Raw data ▸
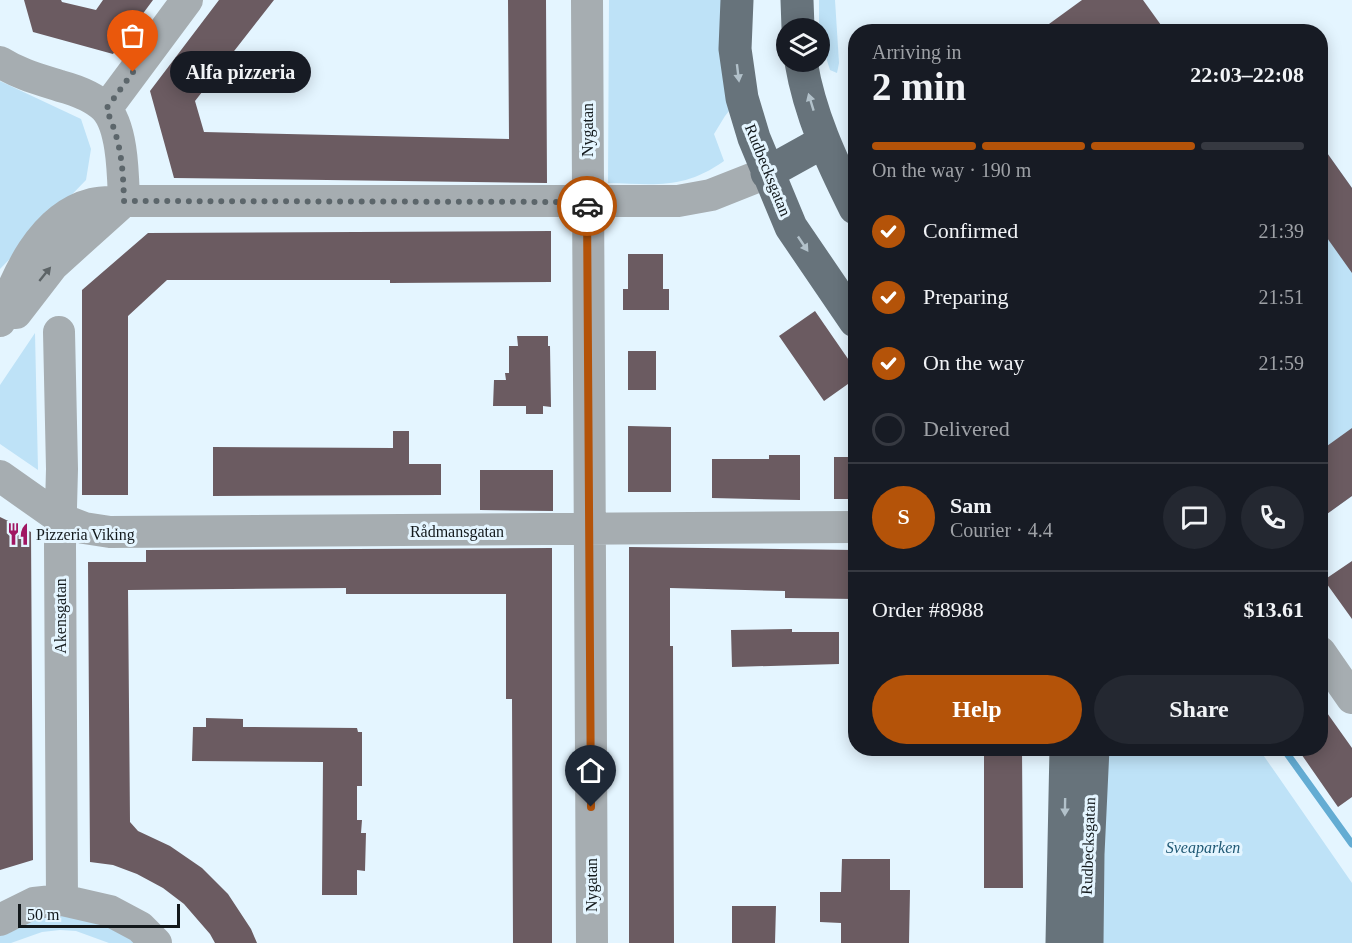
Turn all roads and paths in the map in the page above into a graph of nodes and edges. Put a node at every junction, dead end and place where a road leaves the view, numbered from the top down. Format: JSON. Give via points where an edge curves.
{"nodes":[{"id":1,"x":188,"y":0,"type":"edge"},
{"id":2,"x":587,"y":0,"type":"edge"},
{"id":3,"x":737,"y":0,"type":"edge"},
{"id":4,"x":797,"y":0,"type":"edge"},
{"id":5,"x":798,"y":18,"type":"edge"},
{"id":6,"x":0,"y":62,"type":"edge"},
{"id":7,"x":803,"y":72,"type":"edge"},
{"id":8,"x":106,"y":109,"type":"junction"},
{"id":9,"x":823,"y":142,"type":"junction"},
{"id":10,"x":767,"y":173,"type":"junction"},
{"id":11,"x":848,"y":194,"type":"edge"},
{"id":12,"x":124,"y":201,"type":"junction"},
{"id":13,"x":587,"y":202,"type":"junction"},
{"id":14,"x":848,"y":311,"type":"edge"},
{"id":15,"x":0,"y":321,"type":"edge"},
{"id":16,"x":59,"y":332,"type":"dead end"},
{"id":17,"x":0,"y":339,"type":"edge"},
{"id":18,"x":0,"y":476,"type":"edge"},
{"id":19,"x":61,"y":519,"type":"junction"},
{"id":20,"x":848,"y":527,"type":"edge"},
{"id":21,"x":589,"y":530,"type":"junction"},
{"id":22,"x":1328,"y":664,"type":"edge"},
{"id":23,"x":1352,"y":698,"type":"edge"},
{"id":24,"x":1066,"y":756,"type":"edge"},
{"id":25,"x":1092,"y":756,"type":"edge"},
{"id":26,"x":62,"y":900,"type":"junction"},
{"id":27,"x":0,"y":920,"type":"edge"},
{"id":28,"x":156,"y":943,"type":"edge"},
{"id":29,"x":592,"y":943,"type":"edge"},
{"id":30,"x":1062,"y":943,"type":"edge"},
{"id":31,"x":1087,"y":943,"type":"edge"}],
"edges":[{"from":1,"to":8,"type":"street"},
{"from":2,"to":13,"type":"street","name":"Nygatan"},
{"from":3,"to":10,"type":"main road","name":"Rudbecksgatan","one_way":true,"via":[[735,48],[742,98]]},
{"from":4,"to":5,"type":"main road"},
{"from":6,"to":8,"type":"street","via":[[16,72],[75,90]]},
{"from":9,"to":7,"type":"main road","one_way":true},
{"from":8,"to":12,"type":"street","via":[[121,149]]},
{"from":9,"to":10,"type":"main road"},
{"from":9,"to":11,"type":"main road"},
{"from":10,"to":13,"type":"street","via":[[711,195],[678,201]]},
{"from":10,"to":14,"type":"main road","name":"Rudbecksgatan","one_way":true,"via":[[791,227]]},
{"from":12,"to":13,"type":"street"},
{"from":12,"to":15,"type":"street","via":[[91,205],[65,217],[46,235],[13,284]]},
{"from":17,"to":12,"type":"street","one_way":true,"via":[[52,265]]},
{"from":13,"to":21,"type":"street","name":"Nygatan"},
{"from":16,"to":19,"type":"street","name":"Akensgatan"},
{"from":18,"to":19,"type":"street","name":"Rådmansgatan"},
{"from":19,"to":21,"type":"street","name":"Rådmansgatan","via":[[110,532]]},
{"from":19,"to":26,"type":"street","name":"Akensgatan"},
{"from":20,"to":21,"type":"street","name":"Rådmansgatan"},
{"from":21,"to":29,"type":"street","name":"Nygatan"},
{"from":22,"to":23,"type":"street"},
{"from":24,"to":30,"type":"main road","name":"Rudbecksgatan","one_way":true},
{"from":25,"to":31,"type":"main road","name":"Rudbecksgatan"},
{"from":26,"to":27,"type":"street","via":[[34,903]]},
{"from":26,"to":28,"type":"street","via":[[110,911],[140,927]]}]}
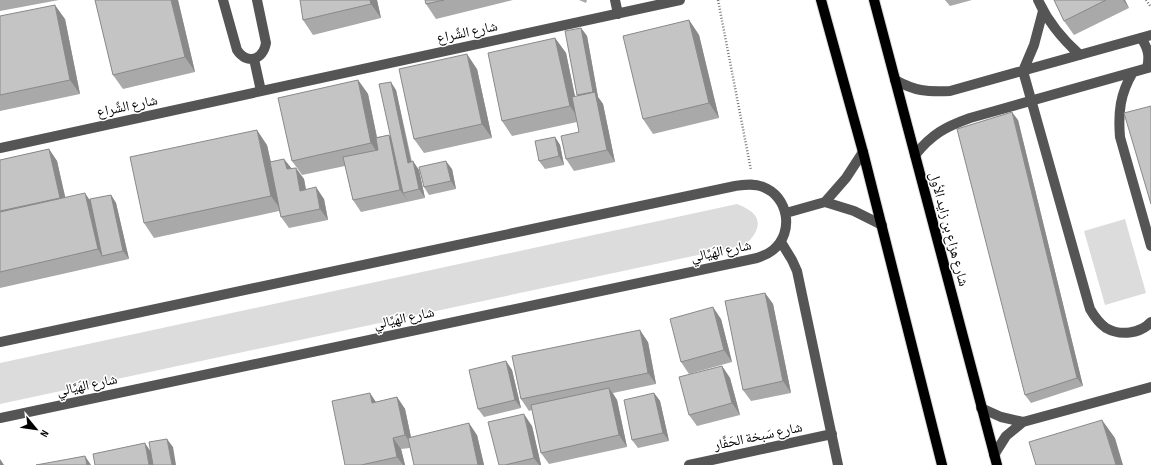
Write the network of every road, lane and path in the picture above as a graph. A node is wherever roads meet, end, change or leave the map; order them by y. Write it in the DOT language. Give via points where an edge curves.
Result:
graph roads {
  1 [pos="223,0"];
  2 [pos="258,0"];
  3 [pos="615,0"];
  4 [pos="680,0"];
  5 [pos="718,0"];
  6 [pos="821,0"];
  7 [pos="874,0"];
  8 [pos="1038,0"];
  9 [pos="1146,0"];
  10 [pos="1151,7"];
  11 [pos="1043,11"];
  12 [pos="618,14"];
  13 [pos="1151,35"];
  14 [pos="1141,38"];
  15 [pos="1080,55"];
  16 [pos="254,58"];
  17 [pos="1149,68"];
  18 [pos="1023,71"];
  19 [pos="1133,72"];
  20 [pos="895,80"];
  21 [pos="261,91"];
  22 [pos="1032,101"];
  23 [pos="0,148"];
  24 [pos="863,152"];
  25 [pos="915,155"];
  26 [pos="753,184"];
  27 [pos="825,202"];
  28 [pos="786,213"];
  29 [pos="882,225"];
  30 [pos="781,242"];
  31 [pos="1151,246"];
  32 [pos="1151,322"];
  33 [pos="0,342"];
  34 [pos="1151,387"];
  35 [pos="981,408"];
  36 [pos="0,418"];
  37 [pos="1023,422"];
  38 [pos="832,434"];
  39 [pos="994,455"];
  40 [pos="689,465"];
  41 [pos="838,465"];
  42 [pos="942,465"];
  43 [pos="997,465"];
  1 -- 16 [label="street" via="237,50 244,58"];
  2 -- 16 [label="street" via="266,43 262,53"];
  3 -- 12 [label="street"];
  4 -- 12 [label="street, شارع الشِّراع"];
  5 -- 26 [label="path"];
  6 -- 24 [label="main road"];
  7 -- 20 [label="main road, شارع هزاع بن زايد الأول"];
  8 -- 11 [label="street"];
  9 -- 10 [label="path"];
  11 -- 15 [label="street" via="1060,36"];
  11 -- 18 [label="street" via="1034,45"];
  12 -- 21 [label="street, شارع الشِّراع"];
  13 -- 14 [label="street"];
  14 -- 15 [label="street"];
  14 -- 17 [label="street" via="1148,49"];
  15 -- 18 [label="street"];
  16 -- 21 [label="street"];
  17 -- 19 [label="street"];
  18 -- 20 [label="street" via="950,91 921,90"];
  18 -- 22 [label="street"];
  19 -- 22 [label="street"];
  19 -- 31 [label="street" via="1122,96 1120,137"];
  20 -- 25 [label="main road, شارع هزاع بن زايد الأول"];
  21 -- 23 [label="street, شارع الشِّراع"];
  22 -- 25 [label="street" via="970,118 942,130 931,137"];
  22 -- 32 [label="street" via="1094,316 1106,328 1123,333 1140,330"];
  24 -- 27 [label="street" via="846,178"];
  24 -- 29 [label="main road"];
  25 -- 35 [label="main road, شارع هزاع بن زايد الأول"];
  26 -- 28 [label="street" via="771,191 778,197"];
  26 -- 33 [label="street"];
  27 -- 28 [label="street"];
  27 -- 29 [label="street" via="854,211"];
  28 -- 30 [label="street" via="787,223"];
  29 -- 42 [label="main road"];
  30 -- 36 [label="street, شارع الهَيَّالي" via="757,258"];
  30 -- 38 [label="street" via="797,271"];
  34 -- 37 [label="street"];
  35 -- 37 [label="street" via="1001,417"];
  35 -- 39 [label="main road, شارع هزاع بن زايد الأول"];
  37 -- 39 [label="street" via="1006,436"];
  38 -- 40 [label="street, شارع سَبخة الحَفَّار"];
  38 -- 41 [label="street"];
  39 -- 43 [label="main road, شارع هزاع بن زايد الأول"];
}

==

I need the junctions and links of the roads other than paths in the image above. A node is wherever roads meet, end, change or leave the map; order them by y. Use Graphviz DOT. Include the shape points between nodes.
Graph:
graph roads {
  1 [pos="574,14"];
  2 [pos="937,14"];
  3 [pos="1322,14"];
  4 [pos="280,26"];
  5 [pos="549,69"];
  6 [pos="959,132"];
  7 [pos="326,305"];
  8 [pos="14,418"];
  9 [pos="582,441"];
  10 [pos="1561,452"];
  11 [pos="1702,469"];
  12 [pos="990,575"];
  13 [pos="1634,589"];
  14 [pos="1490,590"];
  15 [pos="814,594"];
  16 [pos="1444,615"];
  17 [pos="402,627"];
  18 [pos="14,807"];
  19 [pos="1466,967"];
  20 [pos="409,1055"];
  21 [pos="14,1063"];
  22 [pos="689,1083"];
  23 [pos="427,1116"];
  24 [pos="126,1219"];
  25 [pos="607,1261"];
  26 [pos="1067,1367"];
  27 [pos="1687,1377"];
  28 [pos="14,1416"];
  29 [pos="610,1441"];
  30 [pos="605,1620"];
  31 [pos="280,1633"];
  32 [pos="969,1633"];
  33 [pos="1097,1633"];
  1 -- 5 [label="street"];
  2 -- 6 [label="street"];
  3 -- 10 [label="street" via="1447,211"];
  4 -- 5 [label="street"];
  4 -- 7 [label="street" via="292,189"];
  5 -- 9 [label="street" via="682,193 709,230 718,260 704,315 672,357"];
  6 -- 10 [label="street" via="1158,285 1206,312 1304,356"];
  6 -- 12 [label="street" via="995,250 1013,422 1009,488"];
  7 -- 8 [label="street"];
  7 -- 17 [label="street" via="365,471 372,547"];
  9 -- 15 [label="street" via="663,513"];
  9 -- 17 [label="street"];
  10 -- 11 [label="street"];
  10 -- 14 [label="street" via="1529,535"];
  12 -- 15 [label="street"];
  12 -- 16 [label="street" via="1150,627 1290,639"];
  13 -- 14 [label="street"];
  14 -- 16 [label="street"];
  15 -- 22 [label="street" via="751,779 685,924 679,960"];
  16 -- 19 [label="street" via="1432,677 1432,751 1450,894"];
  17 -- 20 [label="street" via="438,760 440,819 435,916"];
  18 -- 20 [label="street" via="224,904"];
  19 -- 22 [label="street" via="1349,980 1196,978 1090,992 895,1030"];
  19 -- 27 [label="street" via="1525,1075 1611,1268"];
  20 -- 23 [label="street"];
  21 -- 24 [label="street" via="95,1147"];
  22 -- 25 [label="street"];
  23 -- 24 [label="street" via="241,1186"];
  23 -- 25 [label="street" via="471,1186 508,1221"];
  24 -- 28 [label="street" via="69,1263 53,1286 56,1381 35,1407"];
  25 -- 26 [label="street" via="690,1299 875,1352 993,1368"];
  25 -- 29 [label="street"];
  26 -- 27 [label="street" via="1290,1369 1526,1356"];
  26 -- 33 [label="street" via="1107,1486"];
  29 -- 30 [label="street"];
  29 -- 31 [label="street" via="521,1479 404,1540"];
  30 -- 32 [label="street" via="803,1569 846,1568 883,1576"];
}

---

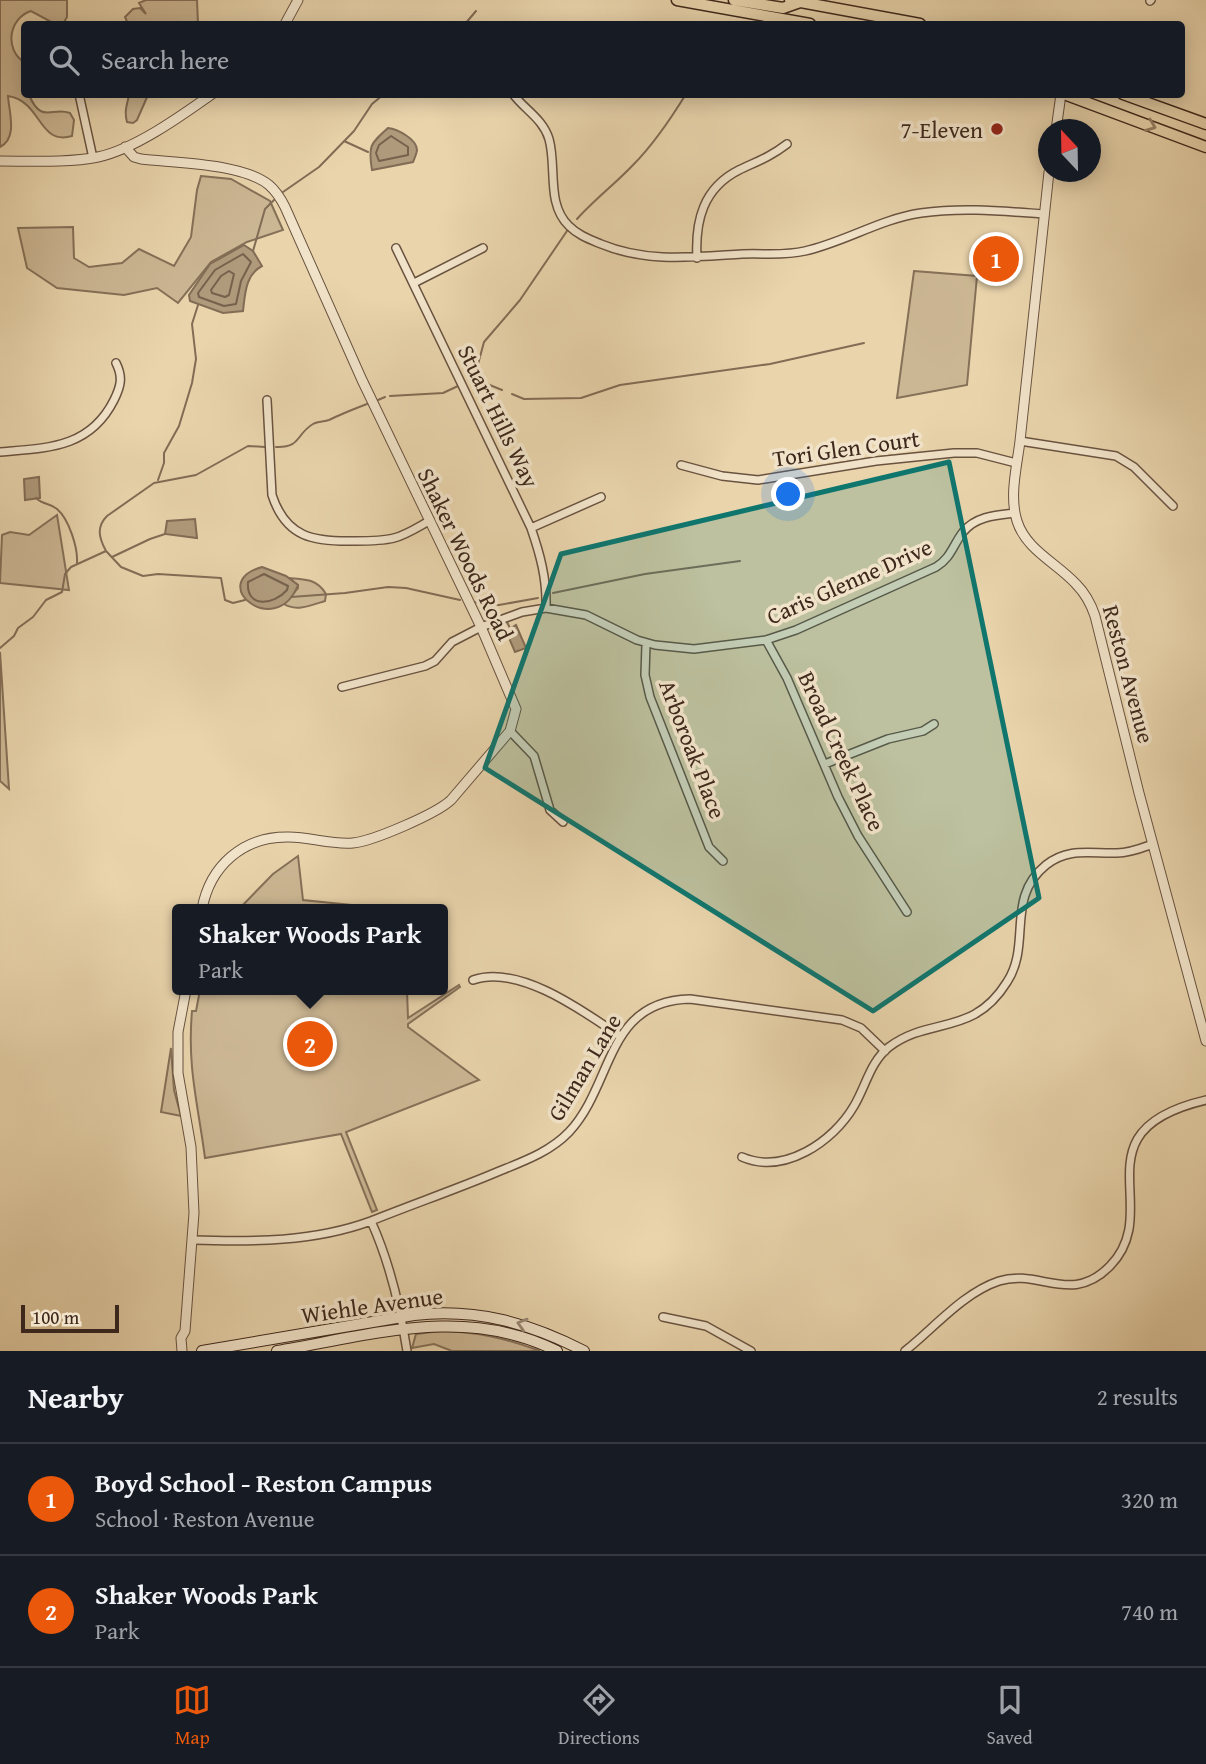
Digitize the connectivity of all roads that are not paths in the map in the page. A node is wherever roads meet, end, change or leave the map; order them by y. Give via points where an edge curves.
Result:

Work instructions ▸
Your reply should be one number, namely how many lines of the material contain "wherever".

Exercise output ▸
3